## Prompt
From the records below, extract only the lines running from the line with "wrist: (1234, 974)" to the line with "index dip: (1091, 845)", both lines included, reproducing them exactly.

[Human pose keypoint data]
=======

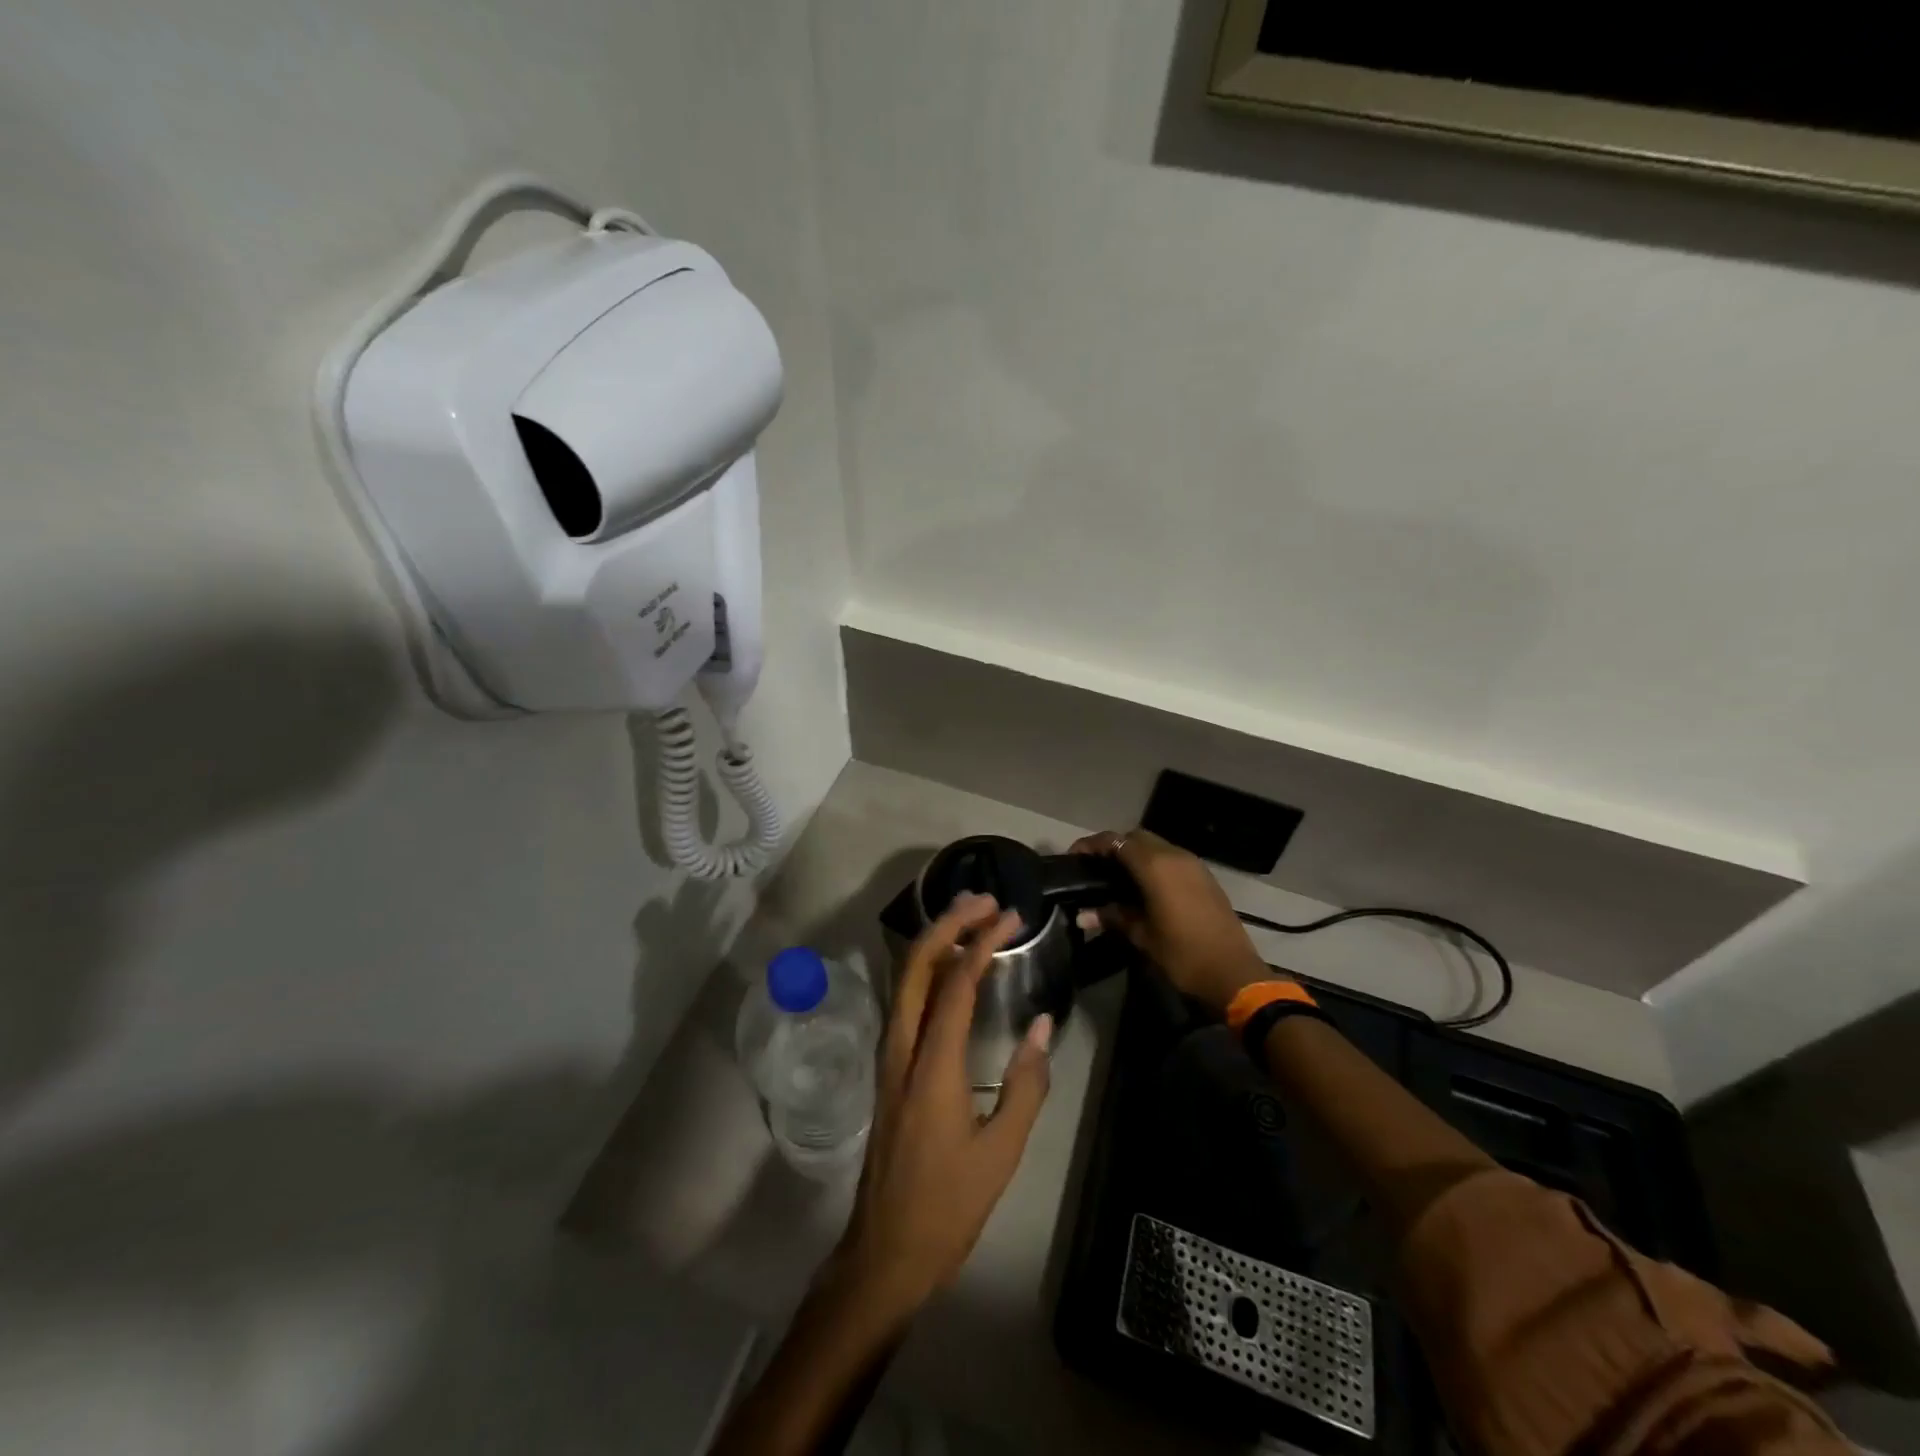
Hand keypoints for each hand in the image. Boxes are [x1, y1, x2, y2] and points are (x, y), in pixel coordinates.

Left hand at [832, 894, 1052, 1321]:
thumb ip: (1027, 1084)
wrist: (885, 1251)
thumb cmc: (948, 1205)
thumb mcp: (1002, 1152)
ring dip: (934, 942)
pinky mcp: (887, 1068)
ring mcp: (887, 1057)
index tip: (1009, 917)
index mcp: (931, 1066)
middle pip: (915, 966)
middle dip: (947, 924)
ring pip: (904, 980)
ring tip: (970, 919)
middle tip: (984, 901)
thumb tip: (1042, 1025)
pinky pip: (904, 1001)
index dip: (981, 943)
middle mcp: (900, 1049)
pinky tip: (951, 970)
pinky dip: (927, 970)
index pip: (954, 984)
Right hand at [1071, 828, 1275, 1014]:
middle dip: (1113, 847)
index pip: (1115, 841)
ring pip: (1157, 846)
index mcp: (1155, 866)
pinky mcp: (1205, 877)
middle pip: (1136, 837)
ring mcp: (1194, 865)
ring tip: (1116, 878)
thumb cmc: (1183, 954)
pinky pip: (1172, 859)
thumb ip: (1112, 916)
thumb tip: (1082, 914)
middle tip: (1095, 868)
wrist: (1234, 974)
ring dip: (1135, 855)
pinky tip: (1144, 888)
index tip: (1074, 859)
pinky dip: (1154, 864)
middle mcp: (1175, 856)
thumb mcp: (1141, 936)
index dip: (1091, 845)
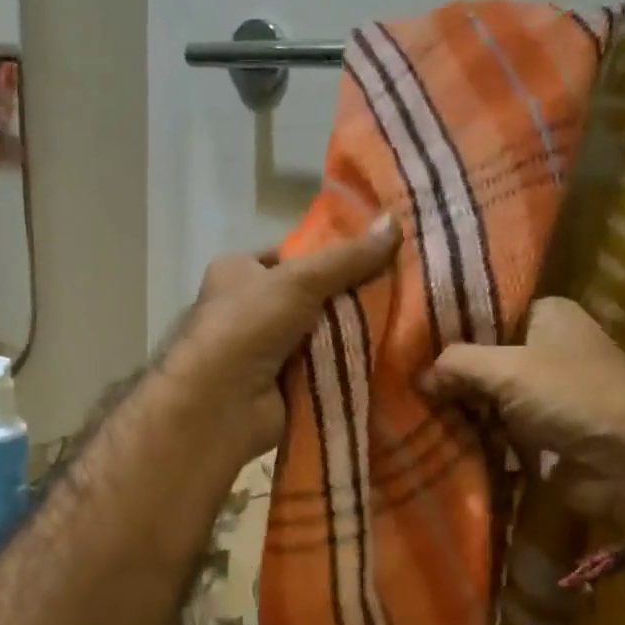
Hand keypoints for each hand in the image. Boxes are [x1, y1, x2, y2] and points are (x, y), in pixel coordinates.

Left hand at [170, 214, 401, 461]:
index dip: (328, 256)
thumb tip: (394, 222)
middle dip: (348, 299)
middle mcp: (248, 310)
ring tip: (403, 323)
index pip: (289, 257)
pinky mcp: (282, 386)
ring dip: (352, 335)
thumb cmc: (248, 324)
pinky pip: (323, 370)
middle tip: (398, 291)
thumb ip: (348, 258)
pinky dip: (347, 367)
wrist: (221, 403)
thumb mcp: (300, 280)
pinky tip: (386, 359)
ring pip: (321, 336)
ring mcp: (265, 351)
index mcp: (238, 273)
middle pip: (310, 298)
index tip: (374, 256)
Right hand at [428, 297, 624, 527]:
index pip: (486, 310)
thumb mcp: (509, 369)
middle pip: (484, 354)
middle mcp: (547, 347)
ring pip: (487, 393)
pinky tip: (434, 433)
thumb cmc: (577, 396)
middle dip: (448, 370)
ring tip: (407, 406)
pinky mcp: (543, 431)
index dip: (449, 325)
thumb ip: (457, 363)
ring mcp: (545, 392)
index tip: (406, 338)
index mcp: (548, 313)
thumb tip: (416, 376)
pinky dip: (474, 432)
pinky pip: (497, 427)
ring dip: (458, 405)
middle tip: (399, 377)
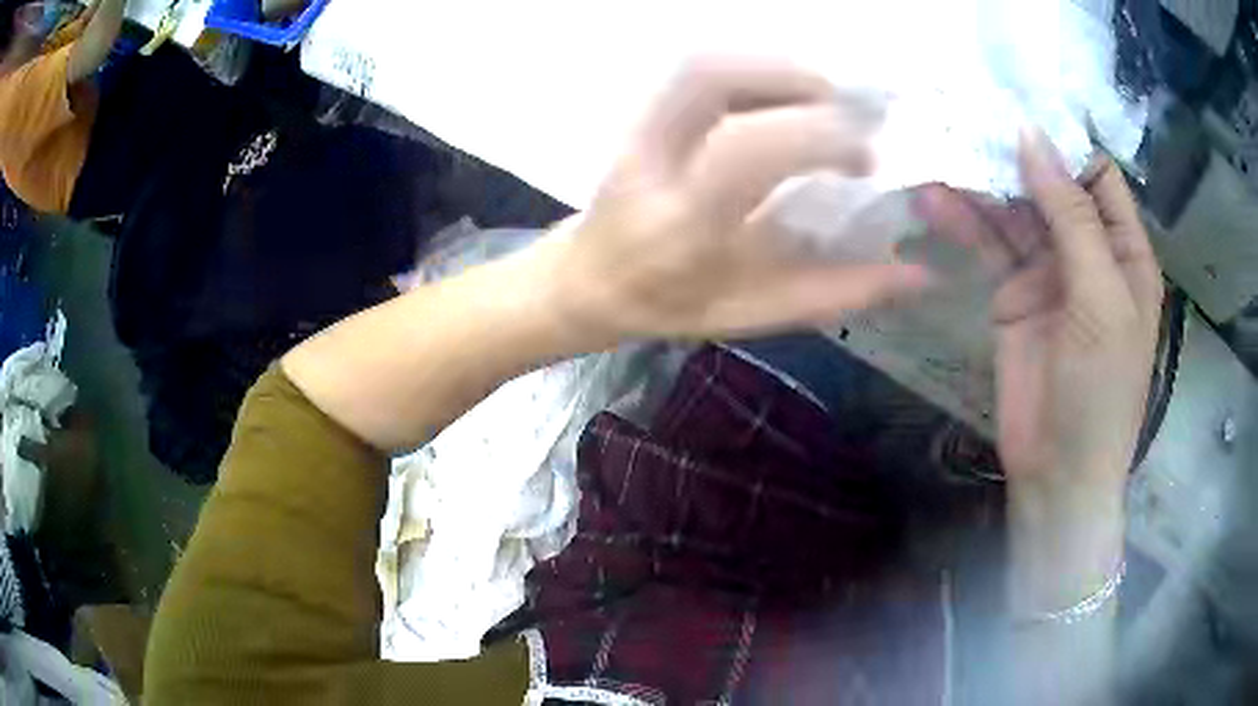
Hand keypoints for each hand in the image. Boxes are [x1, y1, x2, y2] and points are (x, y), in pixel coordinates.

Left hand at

=======

## Solved problem
wrist: (1234, 974)
ring dip: (1135, 855)
pinky tip: (1144, 888)
index tip: (1074, 859)
pinky dip: (1154, 864)
middle mcp: (1175, 856)
thumb mcp: (1141, 936)
index dip: (1091, 845)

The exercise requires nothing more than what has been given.